Ever wonder why filing taxes isn’t as simple as it seems? Well, pull up a seat, because the latest tea involves Senator Elizabeth Warren and Rep. Katie Porter spilling the beans on the tax prep giants trying to block your right to a free and easy tax filing experience.
Picture this: The IRS is on the verge of launching a game-changing pilot program that could provide broad free tax filing. Sounds dreamy, right? A world where the U.S. joins its European neighbors in making tax filing quick, free, and painless. But not so fast! Tax prep bigwigs like Intuit and H&R Block are breaking a sweat, lobbying hard to nip this initiative in the bud.
Warren and Porter aren’t here for these tactics. They’ve openly criticized these companies, revealing the shady history of how they’ve been sidelining broad-based free tax filing to ensure their cash registers keep ringing. Let’s not even get started on how these tax prep firms were allegedly sharing sensitive taxpayer data with Meta. Yes, Meta.
The Free File program, which sounds like a taxpayer’s dream, has been around for two decades. It was meant to let many of us file our taxes without spending a dime. But according to our watchdogs, Warren and Porter, it’s been “utterly failed,” thanks largely to, you guessed it, the lobbying of tax prep firms. The stats are grim: Although 70% of taxpayers can use the Free File service, a measly 2% took advantage of it in 2022. Why? Tax prep companies have been craftily directing folks away from these free options and into their paid services.
Need some evidence? Back in 2019, an investigation unveiled that Intuit’s TurboTax was playing hide and seek, keeping its IRS-partnered free file program hidden from search engines. The company even decided to skip the IRS program in 2021, marketing their “free” products which led to a lawsuit from the Federal Trade Commission. Talk about drama!
And the spending on lobbying? A whopping $39.3 million since 2006 to keep free filing at bay. With the IRS’s new, expansive free filing pilot looming, these companies are back to their old tricks, bringing on lobbyists faster than you can say “tax deduction.”
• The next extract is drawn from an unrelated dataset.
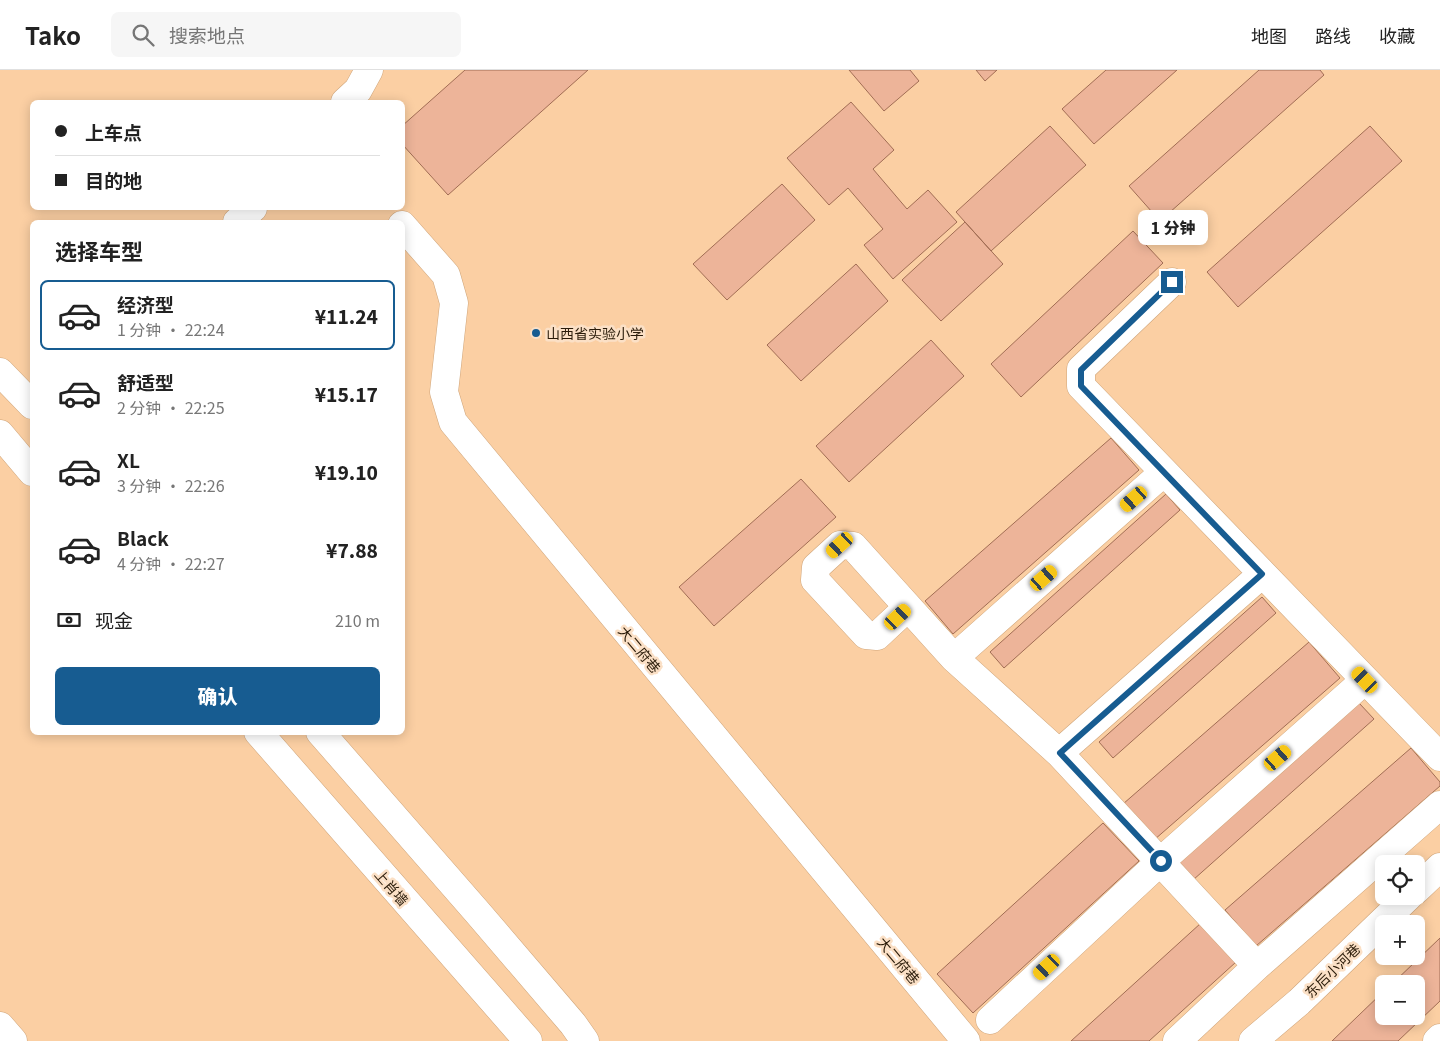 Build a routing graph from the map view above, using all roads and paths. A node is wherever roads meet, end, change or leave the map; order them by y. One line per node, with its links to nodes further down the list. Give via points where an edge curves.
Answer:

Warren and Porter are demanding these firms to lay their cards on the table – revealing the bucks they’ve raked in from average earners and the extent of their lobbying shenanigans.
Closing on a fierce note, our representatives declared, “The IRS’ creation of a free, government-run direct filing tool would benefit taxpayers and rein in the predatory and exploitative behavior of tax prep companies.” And honestly? We’re here for it.